Before the end credits, the episode features a card displaying the phone number and website for the National Domestic Violence Hotline.

==Reception==
===Viewers===
In its original American broadcast, "The Tender Trap" was seen by an estimated 0.457 million household viewers and gained a 0.07 ratings share among adults aged 18–49, according to Nielsen Media Research. This means that 0.07 percent of all households with televisions watched the episode. This was a slight increase in viewership from the previous episode, which was watched by 0.451 million viewers with a 0.07 in the 18-49 demographics.

===Critical reviews===
"The Tender Trap" received positive reviews from critics. Tom Philip of The A.V. Club gave the episode a "B+" grade and wrote, "Well, my prayers have been answered after last week’s exercise in wheel-spinning: Fargo gets back on track in episode six thanks to some clever writing around the complicated politics of who we choose as allies and enemies, and an absolute tour de force performance from Richa Moorjani from beginning to end."

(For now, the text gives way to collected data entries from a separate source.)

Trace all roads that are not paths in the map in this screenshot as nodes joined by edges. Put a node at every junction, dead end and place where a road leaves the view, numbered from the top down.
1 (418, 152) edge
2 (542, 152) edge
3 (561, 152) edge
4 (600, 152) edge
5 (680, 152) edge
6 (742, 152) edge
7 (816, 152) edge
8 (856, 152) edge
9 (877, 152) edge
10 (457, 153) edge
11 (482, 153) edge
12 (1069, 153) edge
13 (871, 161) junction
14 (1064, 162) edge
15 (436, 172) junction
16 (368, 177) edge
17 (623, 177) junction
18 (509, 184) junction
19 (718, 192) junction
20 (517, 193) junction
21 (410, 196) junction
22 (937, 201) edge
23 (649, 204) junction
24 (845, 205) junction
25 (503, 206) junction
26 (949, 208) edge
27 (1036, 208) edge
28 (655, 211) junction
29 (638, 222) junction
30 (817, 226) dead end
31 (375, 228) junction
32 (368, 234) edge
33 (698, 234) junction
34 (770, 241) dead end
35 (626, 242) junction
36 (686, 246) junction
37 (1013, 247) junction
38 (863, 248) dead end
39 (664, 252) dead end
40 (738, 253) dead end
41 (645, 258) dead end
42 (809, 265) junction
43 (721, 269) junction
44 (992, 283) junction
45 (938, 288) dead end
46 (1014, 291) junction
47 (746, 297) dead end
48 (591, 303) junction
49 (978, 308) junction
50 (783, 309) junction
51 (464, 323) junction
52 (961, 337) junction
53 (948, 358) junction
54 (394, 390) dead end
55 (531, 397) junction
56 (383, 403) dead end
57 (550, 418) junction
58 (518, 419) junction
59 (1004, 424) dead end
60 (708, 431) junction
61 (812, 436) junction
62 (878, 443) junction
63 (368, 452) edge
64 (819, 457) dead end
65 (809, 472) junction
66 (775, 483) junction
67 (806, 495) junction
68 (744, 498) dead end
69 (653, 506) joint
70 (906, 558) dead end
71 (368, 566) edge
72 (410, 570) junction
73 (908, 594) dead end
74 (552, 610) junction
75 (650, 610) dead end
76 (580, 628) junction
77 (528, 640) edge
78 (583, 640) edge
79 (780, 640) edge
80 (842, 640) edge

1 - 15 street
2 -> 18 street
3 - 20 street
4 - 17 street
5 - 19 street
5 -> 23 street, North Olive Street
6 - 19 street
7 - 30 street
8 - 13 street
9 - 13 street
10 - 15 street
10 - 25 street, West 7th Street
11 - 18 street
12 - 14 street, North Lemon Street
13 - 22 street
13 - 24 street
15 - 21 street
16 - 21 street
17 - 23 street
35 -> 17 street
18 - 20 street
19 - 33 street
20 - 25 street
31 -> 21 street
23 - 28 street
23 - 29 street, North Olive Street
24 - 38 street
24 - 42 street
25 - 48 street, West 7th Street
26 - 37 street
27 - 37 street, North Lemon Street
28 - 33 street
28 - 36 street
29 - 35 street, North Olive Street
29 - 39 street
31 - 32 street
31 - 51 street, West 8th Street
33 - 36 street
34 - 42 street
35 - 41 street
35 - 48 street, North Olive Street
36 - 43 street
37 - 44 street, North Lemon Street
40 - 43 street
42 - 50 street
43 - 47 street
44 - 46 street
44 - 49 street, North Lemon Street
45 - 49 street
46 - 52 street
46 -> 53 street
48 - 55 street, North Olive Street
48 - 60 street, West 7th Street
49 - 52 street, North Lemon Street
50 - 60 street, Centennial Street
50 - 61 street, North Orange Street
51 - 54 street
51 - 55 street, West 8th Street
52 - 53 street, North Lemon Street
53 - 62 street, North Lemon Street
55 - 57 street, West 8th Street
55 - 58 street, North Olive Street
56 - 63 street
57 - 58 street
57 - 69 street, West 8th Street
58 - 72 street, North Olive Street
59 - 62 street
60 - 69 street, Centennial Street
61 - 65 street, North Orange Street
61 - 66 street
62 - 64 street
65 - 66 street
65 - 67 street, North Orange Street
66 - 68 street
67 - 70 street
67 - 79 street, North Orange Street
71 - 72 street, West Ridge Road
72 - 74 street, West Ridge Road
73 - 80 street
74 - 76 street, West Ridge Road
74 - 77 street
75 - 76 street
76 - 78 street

Alan Sepinwall wrote, "While Fargo has at times in the past done episodes without major characters, those usually come in more ensemble-y years. Dot, on the other hand, is the unquestioned protagonist of this season, so it feels notable when she’s missing for an entire week. In her absence, though, 'The Tender Trap' does some good work with the ensemble." Keith Phipps of Vulture gave the episode a 4 star rating out of 5 and wrote, "Wheels continue to turn this week, sometimes taking the season in unexpected directions. Is Lorraine kind of cool? Can Ole really be bought off? Will Trump be removed from office by impeachment, as Karen fears? Okay, one of those isn't particularly suspenseful. But everything else about the episode neatly ratchets up the suspense as it further complicates some already complex characters."

Scott Tobias of The New York Times wrote, "When Lorraine uses her power in the end to ruin Vivian's life, it serves as a coming attraction for things to come. She's still coming around to the idea of 'victims' being legitimate, but she lives to flex." Sean T. Collins of Decider wrote, "In the end, though, I think it's mostly the shock of recognition. Olmstead told Lorraine that she and Dorothy are similar. Perhaps in that moment, Lorraine, a woman who's spent a lifetime getting the better of men, feels in that moment that there but for the grace of God goes she."